Location
- Jalan Tropicana Utara, Tropicana Petaling Jaya, Selangor 47410 Malaysia
- 3°8′15.42″N 101°35′58.78″E﻿ / ﻿3.1376167°N 101.5996611°E

Information
- School type: Public, primary school
- Founded: 1930; 96 years ago
- Years taught: Primary 1 - Primary 6
- Age range: 7 to 12
- Language: Chinese
- Website: sjkcdamansara.edu.my

= SJK(C) Damansara =

Sekolah Jenis Kebangsaan (Cina) Damansara (白沙罗华小; abbreviated: SJK(C) Damansara) is a primary school in Damansara, Petaling Jaya, Selangor, Malaysia.It was the first national primary school in Section 17, Petaling Jaya, and one of the oldest in Malaysia.

==History==
The school was founded in 1930 using the name "Hua Qiao Xue Xiao", (Chinese: 华侨学校). On March 3, 1953, the school experienced its first ever move, from Damansara Utama to Damansara, Section 17. In 1976, the school built 2 new classrooms from its original 4 to 6 classrooms in its school.
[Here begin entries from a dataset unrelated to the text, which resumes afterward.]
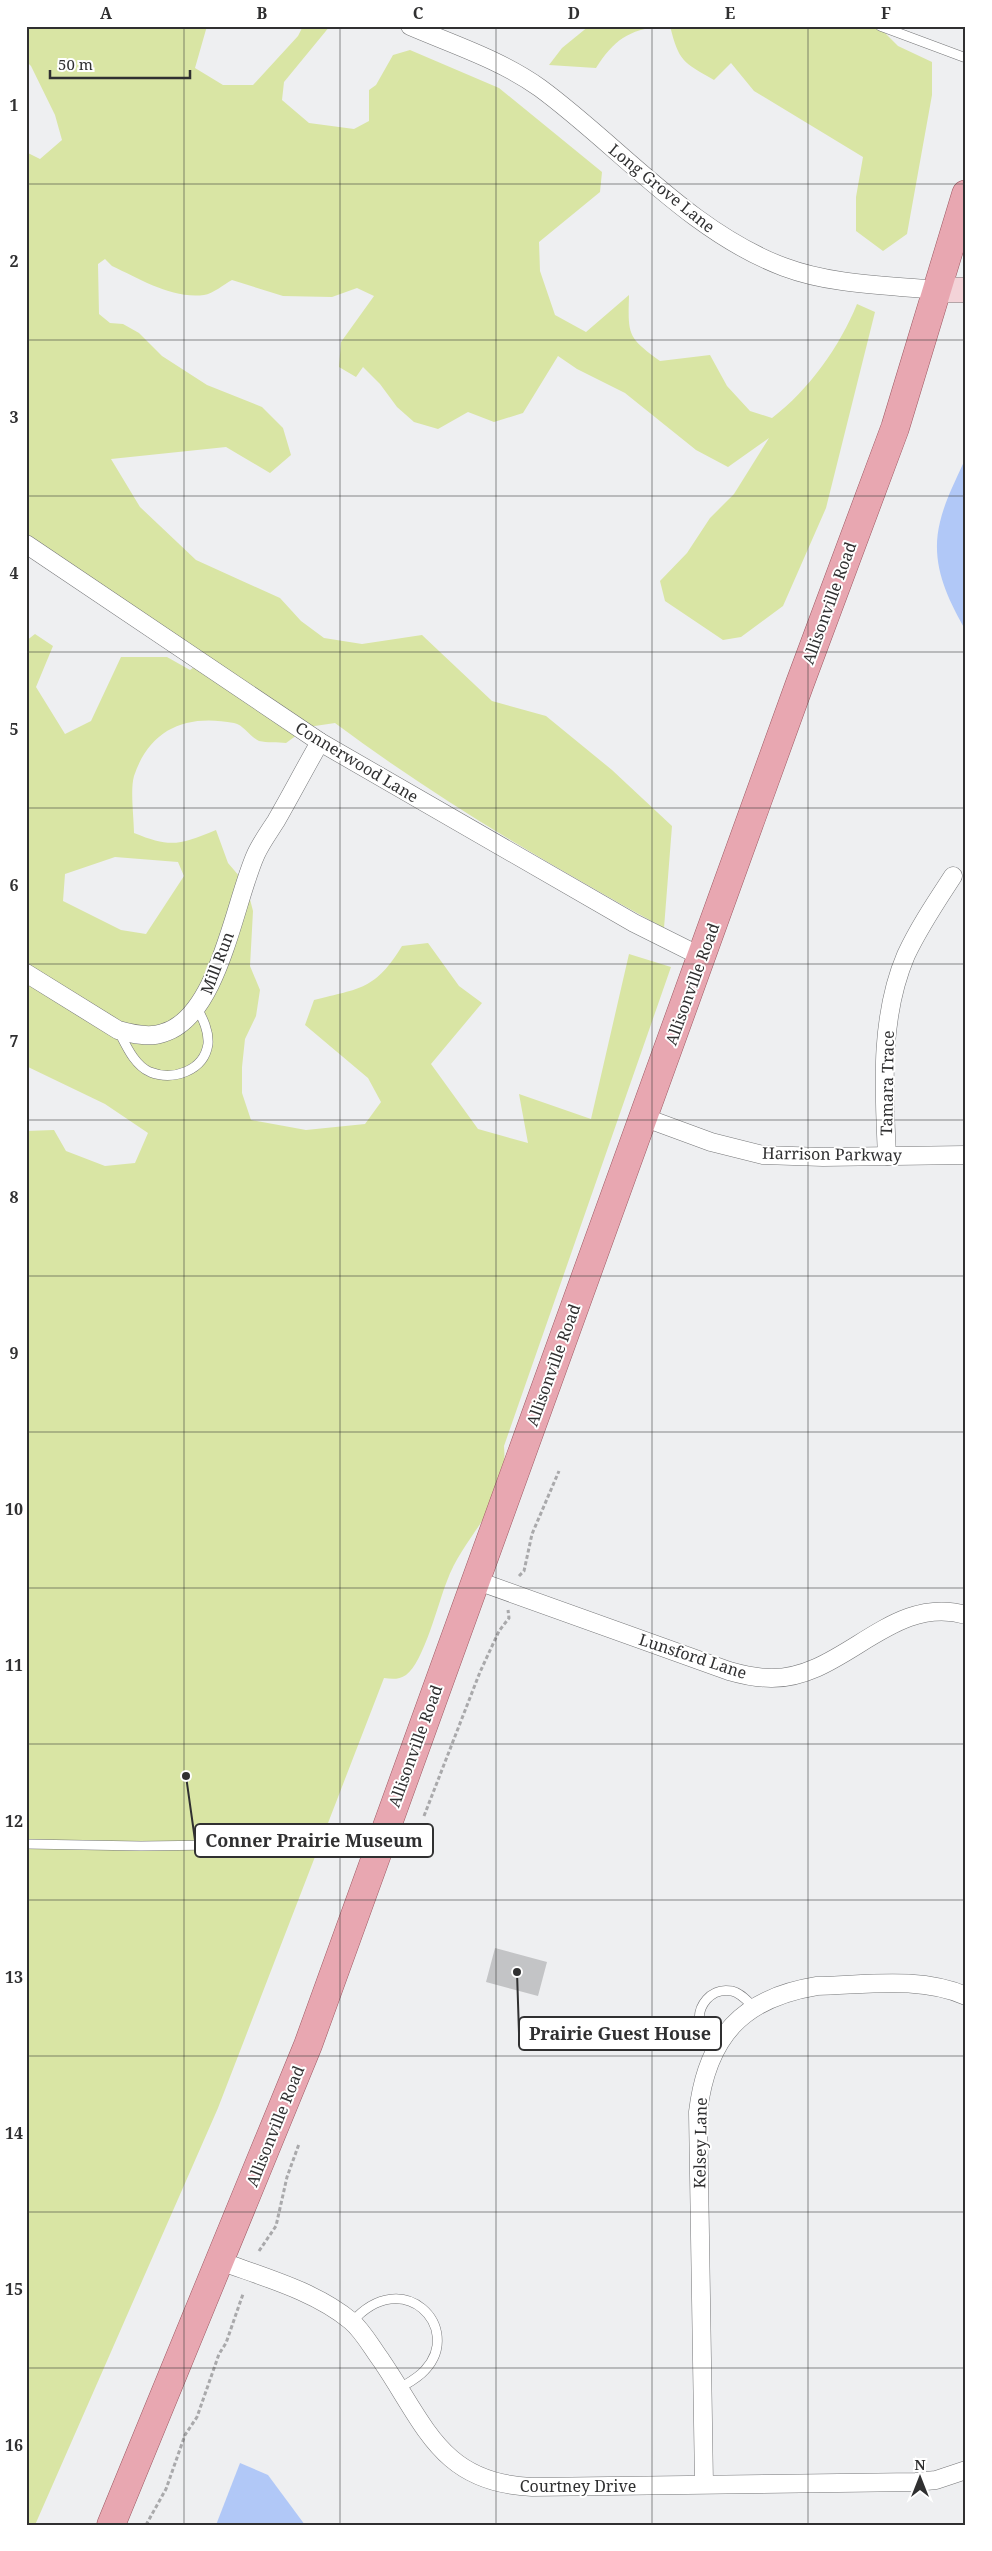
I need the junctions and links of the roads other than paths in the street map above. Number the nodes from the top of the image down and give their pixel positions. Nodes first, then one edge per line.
1 (410, 26) edge
2 (880, 26) edge
3 (966, 58) edge
4 (966, 194) edge
5 (937, 290) junction
6 (966, 290) edge
7 (26, 544) edge
8 (320, 742) junction
9 (953, 876) dead end
10 (702, 957) junction
11 (26, 973) edge
12 (197, 1008) junction
13 (118, 1030) junction
14 (643, 1117) junction
15 (966, 1155) edge
16 (887, 1156) junction
17 (475, 1580) junction
18 (966, 1615) edge
19 (380, 1843) junction
20 (26, 1844) edge
21 (966, 1996) edge
22 (754, 2007) junction
23 (714, 2049) junction
24 (220, 2261) junction
25 (352, 2322) junction
26 (400, 2388) junction
27 (966, 2470) edge
28 (704, 2484) junction
29 (111, 2525) edge

1 - 5 street, Long Grove Lane
2 - 3 lane
4 - 5 main road, Allisonville Road
5 - 6 street
5 - 10 main road, Allisonville Road
7 - 8 street, Connerwood Lane
8 - 10 street, Connerwood Lane
8 - 12 street, Mill Run
9 - 16 street, Tamara Trace
10 - 14 main road, Allisonville Road
11 - 13 street, Mill Run
12 - 13 street, Mill Run
12 - 13 lane
14 - 16 street, Harrison Parkway
14 - 17 main road, Allisonville Road
15 - 16 street, Harrison Parkway
17 - 18 street, Lunsford Lane
17 - 19 main road, Allisonville Road
19 - 20 lane
19 - 24 main road, Allisonville Road
21 - 22 street, Kelsey Lane
22 - 23 street, Kelsey Lane
22 - 23 lane
23 - 28 street, Kelsey Lane
24 - 25 street, Courtney Drive
24 - 29 main road, Allisonville Road
25 - 26 street, Courtney Drive
25 - 26 lane
26 - 28 street, Courtney Drive
27 - 28 street, Courtney Drive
On May 1, 1982, the school built a brand new block that included 27 classrooms from its three floors, with one floor having 9 classrooms. In June 1987, the school built 11 new classrooms. On September 10, 1989, the school built a brand new block that included a library, a resource center, a music room and a canteen. In 1998, the school implemented a comprehensive center in its school. In 1999, the board of directors wanted to move the school to another location due to the Sprint Expressway. On January 3, 2001, the school shared with another school called SJK(C) Puay Chai 2 until the new area on where the school would be situated. On September 19, 2001, the school officially moved to PJU 3, near Tropicana Golf and Country Resort following the Federal Government of Malaysia that it was no longer a place for "conducive learning environment" because of traffic congestion and noise pollution from the neighbouring Sprint Expressway. In 2002, the school did a greenify project on its gardens. In 2006, the board of directors and the parents-teacher association worked together to install a roof over the assembly area. In 2007, the school did a beautify project on its gardens. In 2009, the school officially became one of the first "digital school" in Selangor. In 2011, the school carried out restoration and expansion on the football pitch and added sunshades to the assembly area. In 2013, the school built a temporary canteen next to the football field, and added large fans at the assembly area. On August 13, 2016, the schools PTA, parents, teachers and students worked together to organize a large-scale cleaning and painting activity for the school, giving the campus a brand new look.